L’agroécologie pour lutter contre le changement climatique

Par

Martin Grossenbacher, Biovision

De plus en plus de personnes dans les pays du Sud sont touchées par les conséquences du changement climatique. Les agriculteurs-trices, en particulier, souffrent des phénomènes météorologiques extrêmes causés par le climat. Il est donc urgent de mettre en place des systèmes agricoles et alimentaires durables et résistants au climat.
Kleinbäuerin Elizabeth Karimi aus Tharaka-Nithi, Kenia
Elizabeth Karimi, petite exploitante agricole de Tharaka-Nithi, au Kenya : «Grâce à l’agroécologie, je suis mieux préparée pour faire face au changement climatique.» (Photo : Biovision)

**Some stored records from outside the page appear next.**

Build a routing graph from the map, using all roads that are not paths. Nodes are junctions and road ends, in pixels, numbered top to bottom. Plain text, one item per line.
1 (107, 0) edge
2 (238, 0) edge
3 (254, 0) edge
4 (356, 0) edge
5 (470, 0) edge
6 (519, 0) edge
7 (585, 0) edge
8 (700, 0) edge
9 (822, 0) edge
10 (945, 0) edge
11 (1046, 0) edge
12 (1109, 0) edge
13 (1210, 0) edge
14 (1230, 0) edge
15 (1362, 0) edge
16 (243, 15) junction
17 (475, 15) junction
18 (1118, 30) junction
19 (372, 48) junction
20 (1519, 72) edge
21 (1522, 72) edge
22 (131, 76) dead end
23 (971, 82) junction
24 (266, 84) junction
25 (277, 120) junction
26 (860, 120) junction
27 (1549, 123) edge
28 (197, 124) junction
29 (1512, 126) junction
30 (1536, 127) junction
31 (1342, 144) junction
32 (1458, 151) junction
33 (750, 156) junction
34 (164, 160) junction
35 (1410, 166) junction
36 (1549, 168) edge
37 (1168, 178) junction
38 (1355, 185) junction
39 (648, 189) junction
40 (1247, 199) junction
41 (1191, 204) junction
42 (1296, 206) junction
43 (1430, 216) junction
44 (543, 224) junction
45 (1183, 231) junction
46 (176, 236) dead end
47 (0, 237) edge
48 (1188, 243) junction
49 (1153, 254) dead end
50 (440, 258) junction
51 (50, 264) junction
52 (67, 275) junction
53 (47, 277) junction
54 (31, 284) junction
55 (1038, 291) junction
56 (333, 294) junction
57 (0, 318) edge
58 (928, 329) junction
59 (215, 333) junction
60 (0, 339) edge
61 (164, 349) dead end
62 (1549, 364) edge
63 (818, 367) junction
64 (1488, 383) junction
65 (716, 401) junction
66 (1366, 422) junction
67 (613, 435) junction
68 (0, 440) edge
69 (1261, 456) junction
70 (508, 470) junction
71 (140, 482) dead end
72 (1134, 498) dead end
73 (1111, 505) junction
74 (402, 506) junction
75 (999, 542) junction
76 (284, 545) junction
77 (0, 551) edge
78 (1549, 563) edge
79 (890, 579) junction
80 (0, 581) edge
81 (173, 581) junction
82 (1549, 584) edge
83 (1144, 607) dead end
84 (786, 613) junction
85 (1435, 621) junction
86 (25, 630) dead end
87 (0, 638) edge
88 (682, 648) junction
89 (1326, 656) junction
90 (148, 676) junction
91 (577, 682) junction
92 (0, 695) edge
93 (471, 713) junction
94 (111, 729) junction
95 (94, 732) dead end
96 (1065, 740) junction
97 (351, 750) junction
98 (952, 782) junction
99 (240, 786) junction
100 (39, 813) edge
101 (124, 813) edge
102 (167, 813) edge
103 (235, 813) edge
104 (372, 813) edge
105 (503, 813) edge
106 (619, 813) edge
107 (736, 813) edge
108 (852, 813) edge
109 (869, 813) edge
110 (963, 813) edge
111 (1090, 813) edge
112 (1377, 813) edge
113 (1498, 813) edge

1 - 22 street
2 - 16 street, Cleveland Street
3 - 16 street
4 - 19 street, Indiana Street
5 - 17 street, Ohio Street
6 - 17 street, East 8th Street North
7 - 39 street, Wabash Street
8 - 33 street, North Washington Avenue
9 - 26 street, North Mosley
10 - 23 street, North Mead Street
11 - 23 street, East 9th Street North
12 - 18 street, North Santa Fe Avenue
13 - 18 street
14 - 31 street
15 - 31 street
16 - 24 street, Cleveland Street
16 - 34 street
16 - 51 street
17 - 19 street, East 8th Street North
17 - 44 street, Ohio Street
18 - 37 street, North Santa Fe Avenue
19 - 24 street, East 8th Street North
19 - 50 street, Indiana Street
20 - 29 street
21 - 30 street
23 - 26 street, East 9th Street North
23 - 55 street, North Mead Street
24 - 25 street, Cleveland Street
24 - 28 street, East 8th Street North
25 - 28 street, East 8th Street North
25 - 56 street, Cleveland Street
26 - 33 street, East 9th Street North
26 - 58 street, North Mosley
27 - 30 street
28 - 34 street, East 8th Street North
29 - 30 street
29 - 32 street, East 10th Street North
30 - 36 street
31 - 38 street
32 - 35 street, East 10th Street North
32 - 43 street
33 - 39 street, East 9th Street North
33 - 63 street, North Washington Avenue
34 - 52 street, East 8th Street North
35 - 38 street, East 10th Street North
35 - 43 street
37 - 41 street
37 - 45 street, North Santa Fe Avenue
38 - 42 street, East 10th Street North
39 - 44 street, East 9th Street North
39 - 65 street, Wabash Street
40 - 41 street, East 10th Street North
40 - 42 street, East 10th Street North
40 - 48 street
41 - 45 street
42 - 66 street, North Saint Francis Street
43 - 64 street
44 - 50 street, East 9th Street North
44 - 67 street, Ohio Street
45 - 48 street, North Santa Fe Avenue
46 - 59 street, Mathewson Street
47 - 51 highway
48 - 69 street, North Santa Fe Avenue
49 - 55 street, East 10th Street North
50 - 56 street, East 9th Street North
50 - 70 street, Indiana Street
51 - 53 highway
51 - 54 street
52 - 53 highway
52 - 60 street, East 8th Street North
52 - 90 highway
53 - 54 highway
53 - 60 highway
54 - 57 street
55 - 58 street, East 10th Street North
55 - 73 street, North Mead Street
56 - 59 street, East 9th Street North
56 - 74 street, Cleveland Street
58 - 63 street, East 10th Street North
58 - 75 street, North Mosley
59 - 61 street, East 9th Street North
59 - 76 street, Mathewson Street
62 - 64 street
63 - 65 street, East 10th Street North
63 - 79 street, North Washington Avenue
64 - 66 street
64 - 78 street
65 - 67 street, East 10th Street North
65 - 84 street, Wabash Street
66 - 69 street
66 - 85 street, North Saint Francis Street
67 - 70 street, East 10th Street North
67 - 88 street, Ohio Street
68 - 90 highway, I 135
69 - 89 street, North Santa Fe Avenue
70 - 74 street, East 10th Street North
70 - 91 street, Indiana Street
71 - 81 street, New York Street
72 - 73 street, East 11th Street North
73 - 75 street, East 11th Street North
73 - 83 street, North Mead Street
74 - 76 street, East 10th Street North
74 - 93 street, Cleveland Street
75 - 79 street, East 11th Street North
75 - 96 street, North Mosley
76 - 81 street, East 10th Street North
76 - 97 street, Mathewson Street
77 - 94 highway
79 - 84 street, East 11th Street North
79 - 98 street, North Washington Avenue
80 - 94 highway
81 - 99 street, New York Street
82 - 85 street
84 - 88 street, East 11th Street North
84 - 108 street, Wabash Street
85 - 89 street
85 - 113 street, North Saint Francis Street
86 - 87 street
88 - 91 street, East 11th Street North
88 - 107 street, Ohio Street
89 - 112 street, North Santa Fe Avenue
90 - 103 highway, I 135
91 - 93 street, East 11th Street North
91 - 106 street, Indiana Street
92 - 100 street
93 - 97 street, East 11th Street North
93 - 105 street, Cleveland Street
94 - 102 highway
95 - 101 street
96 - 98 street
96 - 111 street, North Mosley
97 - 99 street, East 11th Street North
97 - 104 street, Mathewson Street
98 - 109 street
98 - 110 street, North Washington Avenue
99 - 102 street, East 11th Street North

Dans le comté de Tharaka-Nithi, à l’est, au pied du mont Kenya, les champs sont rouges et extrêmement secs. On ne voit pas de vert à l’horizon, alors que théoriquement, c’est bientôt la période de récolte du maïs et du millet. Mais ce qui a germé et fleuri de façon éparse après la semence en raison du manque de pluie a à peine suffi à nourrir le bétail. D’année en année, les conditions météorologiques extrêmes – tant la saison sèche que la saison des pluies – deviennent de plus en plus imprévisibles également en Afrique de l’Est et entraînent des pertes de rendement croissantes. Elizabeth Karimi est elle aussi touchée par cette situation. L’agricultrice attend des visiteur·euses de Nairobi et de Suisse dans sa petite ferme. Pour une étude, ils veulent en savoir plus sur son expérience des conséquences du changement climatique.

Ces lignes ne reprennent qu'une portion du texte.